- [Task statement]: Transcribe all records verbatim.

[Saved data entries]

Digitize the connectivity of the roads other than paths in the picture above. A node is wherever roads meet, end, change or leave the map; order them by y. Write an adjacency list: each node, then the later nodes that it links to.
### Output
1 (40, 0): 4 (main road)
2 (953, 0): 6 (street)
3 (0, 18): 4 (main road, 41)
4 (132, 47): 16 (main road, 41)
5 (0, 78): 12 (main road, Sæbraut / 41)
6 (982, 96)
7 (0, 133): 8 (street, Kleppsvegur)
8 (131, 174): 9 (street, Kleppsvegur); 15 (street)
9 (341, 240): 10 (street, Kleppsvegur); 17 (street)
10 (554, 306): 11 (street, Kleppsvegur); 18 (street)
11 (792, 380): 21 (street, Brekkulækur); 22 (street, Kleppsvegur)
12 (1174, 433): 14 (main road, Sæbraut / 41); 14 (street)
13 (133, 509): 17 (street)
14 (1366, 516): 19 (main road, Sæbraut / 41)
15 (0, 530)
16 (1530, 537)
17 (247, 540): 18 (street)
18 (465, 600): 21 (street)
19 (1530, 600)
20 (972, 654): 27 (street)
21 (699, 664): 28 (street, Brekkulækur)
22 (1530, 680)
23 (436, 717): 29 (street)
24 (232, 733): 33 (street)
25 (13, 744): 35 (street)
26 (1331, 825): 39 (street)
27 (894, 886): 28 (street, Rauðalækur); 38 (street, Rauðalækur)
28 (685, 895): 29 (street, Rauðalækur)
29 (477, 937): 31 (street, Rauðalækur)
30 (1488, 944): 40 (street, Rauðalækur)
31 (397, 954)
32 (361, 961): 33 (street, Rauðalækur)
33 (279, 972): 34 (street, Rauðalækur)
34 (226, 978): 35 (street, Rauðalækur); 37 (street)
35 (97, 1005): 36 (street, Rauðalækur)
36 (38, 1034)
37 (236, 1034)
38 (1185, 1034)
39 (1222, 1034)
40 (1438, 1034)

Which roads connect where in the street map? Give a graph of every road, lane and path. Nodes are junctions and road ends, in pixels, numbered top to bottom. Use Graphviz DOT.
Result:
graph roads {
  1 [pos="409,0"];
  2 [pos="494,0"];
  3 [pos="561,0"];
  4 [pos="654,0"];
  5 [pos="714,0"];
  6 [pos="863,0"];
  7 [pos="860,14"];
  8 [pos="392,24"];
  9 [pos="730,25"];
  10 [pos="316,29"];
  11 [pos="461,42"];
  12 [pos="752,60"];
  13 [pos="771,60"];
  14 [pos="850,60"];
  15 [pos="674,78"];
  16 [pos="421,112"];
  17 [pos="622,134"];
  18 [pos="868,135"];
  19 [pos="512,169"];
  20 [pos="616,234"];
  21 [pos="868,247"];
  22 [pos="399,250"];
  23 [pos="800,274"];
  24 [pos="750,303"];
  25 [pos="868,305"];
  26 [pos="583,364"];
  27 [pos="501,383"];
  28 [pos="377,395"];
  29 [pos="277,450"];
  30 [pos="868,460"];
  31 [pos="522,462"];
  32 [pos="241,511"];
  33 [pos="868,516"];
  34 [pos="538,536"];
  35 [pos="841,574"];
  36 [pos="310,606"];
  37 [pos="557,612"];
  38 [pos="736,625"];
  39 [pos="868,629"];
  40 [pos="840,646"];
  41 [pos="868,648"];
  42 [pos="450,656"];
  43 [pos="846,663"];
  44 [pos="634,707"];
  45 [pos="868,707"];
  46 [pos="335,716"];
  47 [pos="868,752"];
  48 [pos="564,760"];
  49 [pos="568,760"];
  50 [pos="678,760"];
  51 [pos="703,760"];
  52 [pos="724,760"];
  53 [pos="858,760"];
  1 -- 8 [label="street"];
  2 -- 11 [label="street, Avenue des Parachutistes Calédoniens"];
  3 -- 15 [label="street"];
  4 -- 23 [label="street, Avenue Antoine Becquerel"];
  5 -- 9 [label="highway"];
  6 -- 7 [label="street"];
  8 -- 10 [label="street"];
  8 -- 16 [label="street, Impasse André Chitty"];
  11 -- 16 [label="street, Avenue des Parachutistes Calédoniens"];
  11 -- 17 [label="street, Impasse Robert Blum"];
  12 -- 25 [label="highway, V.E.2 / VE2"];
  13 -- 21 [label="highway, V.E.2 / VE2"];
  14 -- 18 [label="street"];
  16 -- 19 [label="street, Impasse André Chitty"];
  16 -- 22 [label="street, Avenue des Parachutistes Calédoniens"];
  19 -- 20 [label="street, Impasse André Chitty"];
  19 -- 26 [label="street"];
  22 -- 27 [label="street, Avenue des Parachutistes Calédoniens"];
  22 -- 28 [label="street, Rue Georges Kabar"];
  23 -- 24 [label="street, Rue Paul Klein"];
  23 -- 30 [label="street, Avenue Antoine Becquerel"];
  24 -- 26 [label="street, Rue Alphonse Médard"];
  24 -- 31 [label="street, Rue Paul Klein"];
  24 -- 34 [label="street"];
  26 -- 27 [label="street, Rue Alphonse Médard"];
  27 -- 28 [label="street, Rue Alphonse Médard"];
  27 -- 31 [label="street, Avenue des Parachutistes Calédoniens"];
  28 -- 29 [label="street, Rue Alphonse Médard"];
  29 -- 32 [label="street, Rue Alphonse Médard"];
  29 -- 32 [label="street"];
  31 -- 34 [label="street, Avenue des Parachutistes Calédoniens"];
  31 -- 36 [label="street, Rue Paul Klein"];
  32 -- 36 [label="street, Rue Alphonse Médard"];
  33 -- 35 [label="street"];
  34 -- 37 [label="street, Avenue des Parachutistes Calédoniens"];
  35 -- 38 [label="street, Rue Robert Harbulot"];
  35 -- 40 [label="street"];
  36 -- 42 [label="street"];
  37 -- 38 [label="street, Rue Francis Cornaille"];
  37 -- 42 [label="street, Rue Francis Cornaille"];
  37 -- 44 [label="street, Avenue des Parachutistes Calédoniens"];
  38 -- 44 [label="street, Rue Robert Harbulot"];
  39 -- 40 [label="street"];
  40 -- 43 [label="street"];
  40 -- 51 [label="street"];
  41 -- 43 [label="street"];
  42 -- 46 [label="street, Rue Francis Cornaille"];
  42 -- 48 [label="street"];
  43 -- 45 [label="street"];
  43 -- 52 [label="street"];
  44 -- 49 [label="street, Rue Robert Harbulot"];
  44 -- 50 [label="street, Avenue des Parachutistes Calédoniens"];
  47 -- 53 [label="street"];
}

- [Output of the task]:
Digitize the connectivity of the roads other than paths in the picture above. A node is wherever roads meet, end, change or leave the map; order them by y. Write an adjacency list: each node, then the later nodes that it links to.
### Output
1 (40, 0): 4 (main road)
2 (953, 0): 6 (street)
3 (0, 18): 4 (main road, 41)
4 (132, 47): 16 (main road, 41)
5 (0, 78): 12 (main road, Sæbraut / 41)
6 (982, 96)
7 (0, 133): 8 (street, Kleppsvegur)
8 (131, 174): 9 (street, Kleppsvegur); 15 (street)
9 (341, 240): 10 (street, Kleppsvegur); 17 (street)
10 (554, 306): 11 (street, Kleppsvegur); 18 (street)
11 (792, 380): 21 (street, Brekkulækur); 22 (street, Kleppsvegur)
12 (1174, 433): 14 (main road, Sæbraut / 41); 14 (street)
13 (133, 509): 17 (street)
14 (1366, 516): 19 (main road, Sæbraut / 41)
15 (0, 530)
16 (1530, 537)
17 (247, 540): 18 (street)
18 (465, 600): 21 (street)
19 (1530, 600)
20 (972, 654): 27 (street)
21 (699, 664): 28 (street, Brekkulækur)
22 (1530, 680)
23 (436, 717): 29 (street)
24 (232, 733): 33 (street)
25 (13, 744): 35 (street)
26 (1331, 825): 39 (street)
27 (894, 886): 28 (street, Rauðalækur); 38 (street, Rauðalækur)
28 (685, 895): 29 (street, Rauðalækur)
29 (477, 937): 31 (street, Rauðalækur)
30 (1488, 944): 40 (street, Rauðalækur)
31 (397, 954)
32 (361, 961): 33 (street, Rauðalækur)
33 (279, 972): 34 (street, Rauðalækur)
34 (226, 978): 35 (street, Rauðalækur); 37 (street)
35 (97, 1005): 36 (street, Rauðalækur)
36 (38, 1034)
37 (236, 1034)
38 (1185, 1034)
39 (1222, 1034)
40 (1438, 1034)

Which roads connect where in the street map? Give a graph of every road, lane and path. Nodes are junctions and road ends, in pixels, numbered top to bottom. Use Graphviz DOT.
Result:
graph roads {
  1 [pos="409,0"];
  2 [pos="494,0"];
  3 [pos="561,0"];
  4 [pos="654,0"];
  5 [pos="714,0"];
  6 [pos="863,0"];
  7 [pos="860,14"];
  8 [pos="392,24"];
  9 [pos="730,25"];
  10 [pos="316,29"];
  11 [pos="461,42"];
  12 [pos="752,60"];
  13 [pos="771,60"];
  14 [pos="850,60"];
  15 [pos="674,78"];
  16 [pos="421,112"];
  17 [pos="622,134"];
  18 [pos="868,135"];
  19 [pos="512,169"];
  20 [pos="616,234"];
  21 [pos="868,247"];
  22 [pos="399,250"];
  23 [pos="800,274"];
  24 [pos="750,303"];
  25 [pos="868,305"];
  26 [pos="583,364"];
  27 [pos="501,383"];
  28 [pos="377,395"];
  29 [pos="277,450"];
  30 [pos="868,460"];
  31 [pos="522,462"];
  32 [pos="241,511"];
  33 [pos="868,516"];
  34 [pos="538,536"];
  35 [pos="841,574"];
  36 [pos="310,606"];
  37 [pos="557,612"];
  38 [pos="736,625"];
  39 [pos="868,629"];
  40 [pos="840,646"];
  41 [pos="868,648"];
  42 [pos="450,656"];
  43 [pos="846,663"];
  44 [pos="634,707"];
  45 [pos="868,707"];
  46 [pos="335,716"];
  47 [pos="868,752"];
  48 [pos="564,760"];
  49 [pos="568,760"];
  50 [pos="678,760"];
  51 [pos="703,760"];
  52 [pos="724,760"];
  53 [pos="858,760"];
  1 -- 8 [label="street"];
  2 -- 11 [label="street, Avenue des Parachutistes Calédoniens"];
  3 -- 15 [label="street"];
  4 -- 23 [label="street, Avenue Antoine Becquerel"];
  5 -- 9 [label="highway"];
  6 -- 7 [label="street"];
  8 -- 10 [label="street"];
  8 -- 16 [label="street, Impasse André Chitty"];
  11 -- 16 [label="street, Avenue des Parachutistes Calédoniens"];
  11 -- 17 [label="street, Impasse Robert Blum"];
  12 -- 25 [label="highway, V.E.2 / VE2"];
  13 -- 21 [label="highway, V.E.2 / VE2"];
  14 -- 18 [label="street"];
  16 -- 19 [label="street, Impasse André Chitty"];
  16 -- 22 [label="street, Avenue des Parachutistes Calédoniens"];
  19 -- 20 [label="street, Impasse André Chitty"];
  19 -- 26 [label="street"];
  22 -- 27 [label="street, Avenue des Parachutistes Calédoniens"];
  22 -- 28 [label="street, Rue Georges Kabar"];
  23 -- 24 [label="street, Rue Paul Klein"];
  23 -- 30 [label="street, Avenue Antoine Becquerel"];
  24 -- 26 [label="street, Rue Alphonse Médard"];
  24 -- 31 [label="street, Rue Paul Klein"];
  24 -- 34 [label="street"];
  26 -- 27 [label="street, Rue Alphonse Médard"];
  27 -- 28 [label="street, Rue Alphonse Médard"];
  27 -- 31 [label="street, Avenue des Parachutistes Calédoniens"];
  28 -- 29 [label="street, Rue Alphonse Médard"];
  29 -- 32 [label="street, Rue Alphonse Médard"];
  29 -- 32 [label="street"];
  31 -- 34 [label="street, Avenue des Parachutistes Calédoniens"];
  31 -- 36 [label="street, Rue Paul Klein"];
  32 -- 36 [label="street, Rue Alphonse Médard"];
  33 -- 35 [label="street"];
  34 -- 37 [label="street, Avenue des Parachutistes Calédoniens"];
  35 -- 38 [label="street, Rue Robert Harbulot"];
  35 -- 40 [label="street"];
  36 -- 42 [label="street"];
  37 -- 38 [label="street, Rue Francis Cornaille"];
  37 -- 42 [label="street, Rue Francis Cornaille"];
  37 -- 44 [label="street, Avenue des Parachutistes Calédoniens"];
  38 -- 44 [label="street, Rue Robert Harbulot"];
  39 -- 40 [label="street"];
  40 -- 43 [label="street"];
  40 -- 51 [label="street"];
  41 -- 43 [label="street"];
  42 -- 46 [label="street, Rue Francis Cornaille"];
  42 -- 48 [label="street"];
  43 -- 45 [label="street"];
  43 -- 52 [label="street"];
  44 -- 49 [label="street, Rue Robert Harbulot"];
  44 -- 50 [label="street, Avenue des Parachutistes Calédoniens"];
  47 -- 53 [label="street"];
}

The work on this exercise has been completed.